La mejor decisión dependerá en cada caso de la edad del niño y de implicarle en tomar por sí mismo esa decisión. Pero, para poder hacerlo, el niño deberá contar con la información necesaria, explicada de forma clara, concreta y directa. 
Esto significa que debemos explicarle la muerte de su ser querido cuanto antes, siguiendo las pautas para la comunicación de la muerte de un ser querido. Esto es especialmente importante para dos motivos:
  • Para que sienta que es incluido en el núcleo familiar desde el primer momento y que alguien cercano a él se pone en su lugar y trata de hacerle comprensible los cambios y la inquietud que nota a su alrededor. Esto es válido incluso para los bebés y niños menores de 3 años, que no podrán acabar de entender el alcance de lo que les estamos contando, pero percibirán nuestra tristeza y nuestro acercamiento. 
  • Para que pueda elegir cómo quiere despedirse y en qué momento desea estar con los adultos o, por el contrario, necesita un respiro y prefiere retornar a sus actividades rutinarias con otros niños. 
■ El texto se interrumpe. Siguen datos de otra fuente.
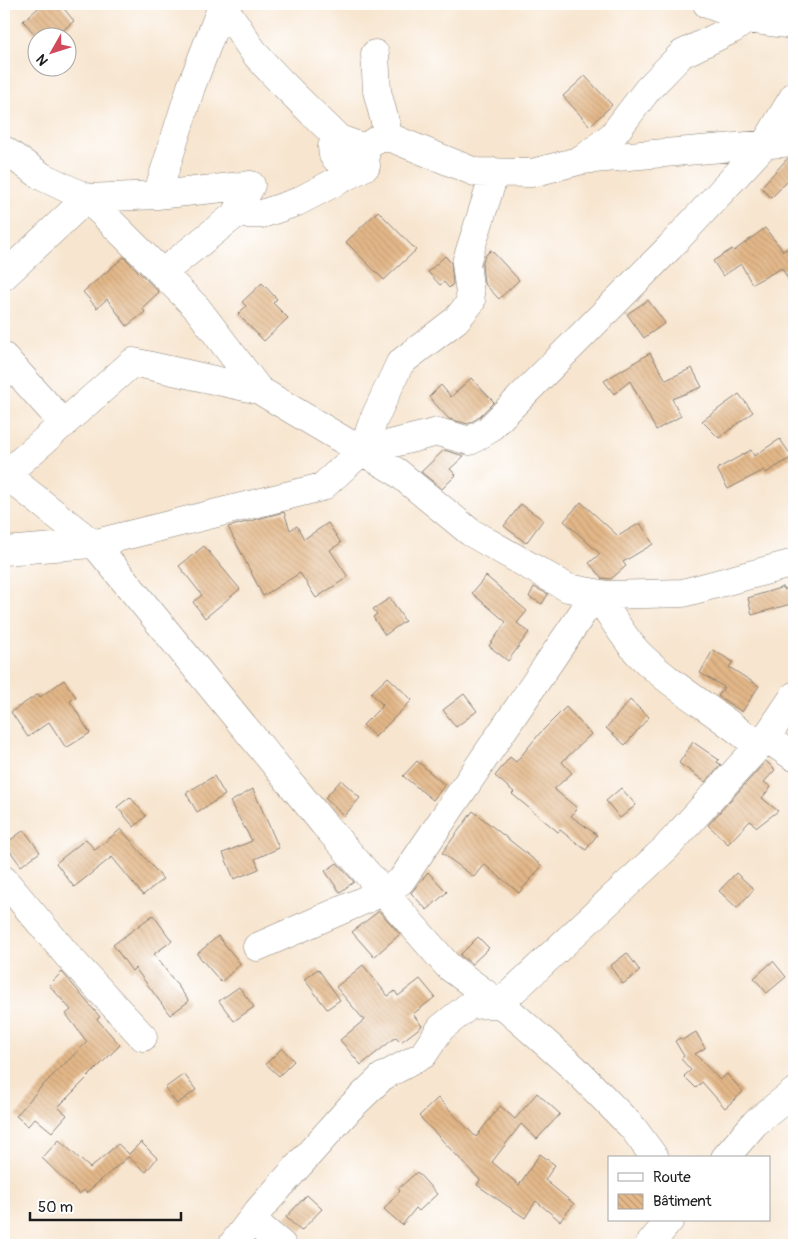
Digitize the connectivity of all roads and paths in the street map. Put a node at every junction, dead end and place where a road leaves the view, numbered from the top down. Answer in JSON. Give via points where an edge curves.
{"nodes":[{"id":1,"x":707,"y":4,"type":"edge"},
{"id":2,"x":221,"y":5,"type":"edge"},
{"id":3,"x":748,"y":19,"type":"junction"},
{"id":4,"x":794,"y":25,"type":"edge"},
{"id":5,"x":375,"y":54,"type":"dead end"},
{"id":6,"x":794,"y":96,"type":"edge"},
{"id":7,"x":390,"y":137,"type":"junction"},
{"id":8,"x":794,"y":142,"type":"edge"},
{"id":9,"x":765,"y":144,"type":"junction"},
{"id":10,"x":4,"y":150,"type":"edge"},
{"id":11,"x":356,"y":151,"type":"junction"},
{"id":12,"x":582,"y":160,"type":"junction"},
{"id":13,"x":495,"y":172,"type":"junction"},
{"id":14,"x":157,"y":195,"type":"junction"},
{"id":15,"x":87,"y":198,"type":"junction"},
{"id":16,"x":236,"y":214,"type":"junction"},
{"id":17,"x":162,"y":273,"type":"junction"},
{"id":18,"x":4,"y":276,"type":"edge"},
{"id":19,"x":4,"y":356,"type":"edge"},
{"id":20,"x":259,"y":390,"type":"junction"},
{"id":21,"x":64,"y":424,"type":"junction"},
{"id":22,"x":362,"y":451,"type":"junction"},
{"id":23,"x":5,"y":476,"type":"edge"},
{"id":24,"x":92,"y":544,"type":"junction"},
{"id":25,"x":4,"y":552,"type":"edge"},
{"id":26,"x":794,"y":562,"type":"edge"},
{"id":27,"x":596,"y":593,"type":"junction"},
{"id":28,"x":794,"y":696,"type":"edge"},
{"id":29,"x":766,"y":738,"type":"junction"},
{"id":30,"x":794,"y":757,"type":"edge"},
{"id":31,"x":4,"y":880,"type":"edge"},
{"id":32,"x":383,"y":892,"type":"junction"},
{"id":33,"x":257,"y":947,"type":"dead end"},
{"id":34,"x":499,"y":1004,"type":"junction"},
{"id":35,"x":143,"y":1037,"type":"dead end"},
{"id":36,"x":794,"y":1092,"type":"edge"},
{"id":37,"x":653,"y":1156,"type":"edge"},
{"id":38,"x":727,"y":1156,"type":"edge"},
{"id":39,"x":252,"y":1220,"type":"junction"},
{"id":40,"x":668,"y":1222,"type":"edge"},
{"id":41,"x":232,"y":1245,"type":"edge"},
{"id":42,"x":282,"y":1245,"type":"edge"},
{"id":43,"x":649,"y":1245,"type":"edge"}],
"edges":[{"from":1,"to":3,"type":"street"},
{"from":2,"to":11,"type":"street","via":[[258,58]]},
{"from":2,"to":14,"type":"street"},
{"from":3,"to":4,"type":"street"},
{"from":3,"to":12,"type":"street","via":[[682,54],[648,89],[613,135]]},
{"from":5,"to":7,"type":"street","via":[[377,91]]},
{"from":6,"to":9,"type":"street"},
{"from":7,"to":11,"type":"street","via":[[378,139]]},
{"from":7,"to":13,"type":"street","via":[[475,172]]},
{"from":8,"to":9,"type":"street"},
{"from":9,"to":12,"type":"street"},
{"from":9,"to":22,"type":"street","via":[[670,248],[488,430],[470,441],[438,432]]},
{"from":10,"to":15,"type":"street","via":[[43,177]]},
{"from":11,"to":16,"type":"street","via":[[297,202],[262,214]]},
{"from":12,"to":13,"type":"street","via":[[532,174]]},
{"from":13,"to":22,"type":"street","via":[[466,263],[471,302],[456,320],[400,363]]},
{"from":14,"to":15,"type":"street"},
{"from":14,"to":16,"type":"street","via":[[251,185]]},
{"from":15,"to":17,"type":"street"},
{"from":15,"to":18,"type":"street"},
{"from":16,"to":17,"type":"street"},
{"from":17,"to":20,"type":"street","via":[[196,308]]},
{"from":19,"to":21,"type":"street"},
{"from":20,"to":21,"type":"street","via":[[134,362]]},
{"from":20,"to":22,"type":"street"},
{"from":21,"to":23,"type":"street"},
{"from":22,"to":24,"type":"street","via":[[322,487]]},
{"from":22,"to":27,"type":"street","via":[[397,472],[470,532],[568,588]]},
{"from":23,"to":24,"type":"street"},
{"from":24,"to":25,"type":"street"},
{"from":24,"to":32,"type":"street"},
{"from":26,"to":27,"type":"street","via":[[683,593]]},
{"from":27,"to":29,"type":"street","via":[[638,654],[674,685],[715,711],[749,739]]},
{"from":27,"to":32,"type":"street","via":[[401,881]]},
{"from":28,"to":29,"type":"street"},
{"from":29,"to":30,"type":"street"},
{"from":29,"to":34,"type":"street","via":[[666,848]]},
{"from":31,"to":35,"type":"street"},
{"from":32,"to":33,"type":"street"},
{"from":32,"to":34,"type":"street","via":[[448,966]]},
{"from":34,"to":37,"type":"street","via":[[574,1068],[632,1128]]},
{"from":34,"to":39,"type":"street","via":[[470,1005],[441,1028],[423,1054],[382,1077],[349,1109]]},
{"from":36,"to":38,"type":"street","via":[[756,1123]]},
{"from":39,"to":41,"type":"street"},
{"from":39,"to":42,"type":"street"},
{"from":40,"to":43,"type":"street"}]}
¿Cómo preparar a los niños para asistir al tanatorio y/o funeral?

La preparación de un niño para asistir al tanatorio o a un funeral debe componerse de cinco pasos fundamentales:

1.Comunicación de la muerte

No espere demasiado en darle a su hijo/a la noticia del fallecimiento: en la actualidad la información de un fallecimiento se difunde con una inmediatez asombrosa, debido al uso de las redes sociales y  los teléfonos móviles. Por comprensible que sea que Usted necesite unos momentos para asimilar la noticia y prepararse para transmitirla a sus hijos con serenidad y en la debida forma, piense que con cada 5 minutos que pasan aumenta la probabilidad de que el niño oiga de la muerte de su familiar por comentarios telefónicos o por el bienintencionado pésame de una vecina, que llega a destiempo, antes de que hayan hablado con él. 
Aquí puede consultar una guía de cómo comunicar la muerte de un ser querido a los niños de distintas edades.
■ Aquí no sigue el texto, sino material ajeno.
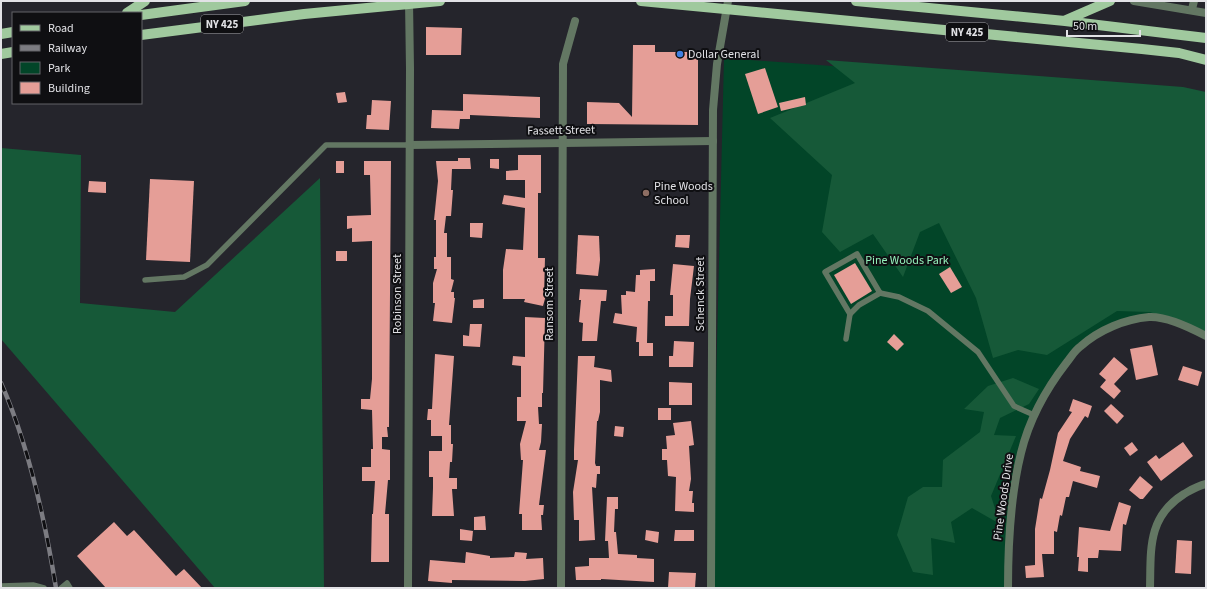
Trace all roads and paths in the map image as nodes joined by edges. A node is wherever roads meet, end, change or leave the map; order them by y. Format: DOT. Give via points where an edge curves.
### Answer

2.Procesamiento de la noticia

Reaccione como reaccione, el niño al que acaban de comunicar la muerte de alguien cercano necesita un tiempo para asimilar y procesar lo que le acaban de decir. Puede ser que quiera jugar, para olvidar lo que ha oído, puede que necesite dibujar, hablar, preguntar o … llorar.
Es importante que como adultos que hacemos la comunicación dispongamos de cierto tiempo y de un poco de tranquilidad para estar disponibles. 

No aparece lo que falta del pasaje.